Prilenia Therapeutics B.V. and Ferrer  announced that the US Food and Drug Administration (FDA) has cleared the start of the pivotal, 500-patient, randomized, placebo-controlled Phase 3 study of pridopidine in participants with rapidly progressive amyotrophic lateral sclerosis (ALS) early in their disease course. Recruitment is planned to begin at the first US clinical trial sites in early 2026, with sites in Europe and other regions to follow, pending local clinical trial clearance.

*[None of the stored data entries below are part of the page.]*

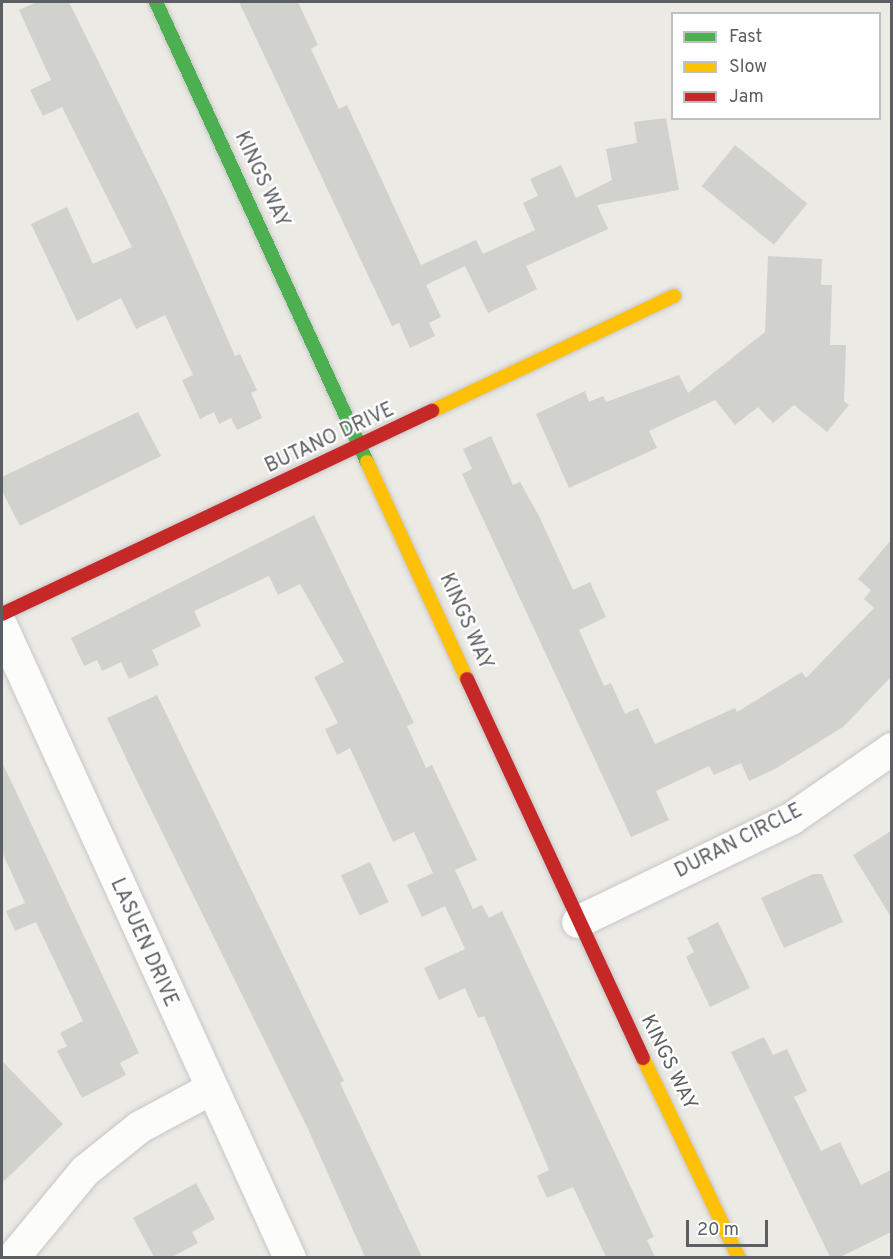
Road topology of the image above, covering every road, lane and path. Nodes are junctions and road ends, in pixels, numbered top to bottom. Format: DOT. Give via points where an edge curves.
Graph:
graph roads {
  1 [pos="156,2"];
  2 [pos="674,296"];
  3 [pos="364,445"];
  4 [pos="2,614"];
  5 [pos="2,627"];
  6 [pos="891,749"];
  7 [pos="578,922"];
  8 [pos="209,1090"];
  9 [pos="13,1257"];
  10 [pos="290,1257"];
  11 [pos="739,1257"];
  1 -- 3 [label="street, KINGS WAY"];
  2 -- 3 [label="street, BUTANO DRIVE"];
  3 -- 4 [label="street, BUTANO DRIVE"];
  3 -- 7 [label="street, KINGS WAY"];
  5 -- 8 [label="street, LASUEN DRIVE"];
  6 -- 7 [label="street, DURAN CIRCLE" via="791,819"];
  7 -- 11 [label="street, KINGS WAY"];
  8 -- 9 [label="street" via="140,1127 85,1171"];
  8 -- 10 [label="street, LASUEN DRIVE"];
}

PREVAiLS (Pridopidine Phase 3 Study to Evaluate Efficacy and Safety in ALS) will be conducted in up to 60 leading ALS treatment centers across the US, Canada, EU, UK and Israelⁱⁱ. Aiming to confirm pridopidine’s Phase 2 data, the study will target the same subgroup population, enrolling participants with definite or probable ALS (El Escorial Criteria) and who are within 18 months from first onset of disease symptoms.

The study will consist of an initial 48-week double-blind placebo-controlled phase, randomized on a 3:2 (pridopidine:placebo) basis, followed by a 48-week open-label extension phase. The primary endpoint will be the change from baseline in ALSFRS-R adjusted for mortality at 48 weeks. Secondary and exploratory endpoints will include measures of speech, respiratory function, bulbar function, quality of life and effect of pridopidine on survival, as well as patient-reported outcomes of communication and plasma biomarkersⁱⁱⁱ. 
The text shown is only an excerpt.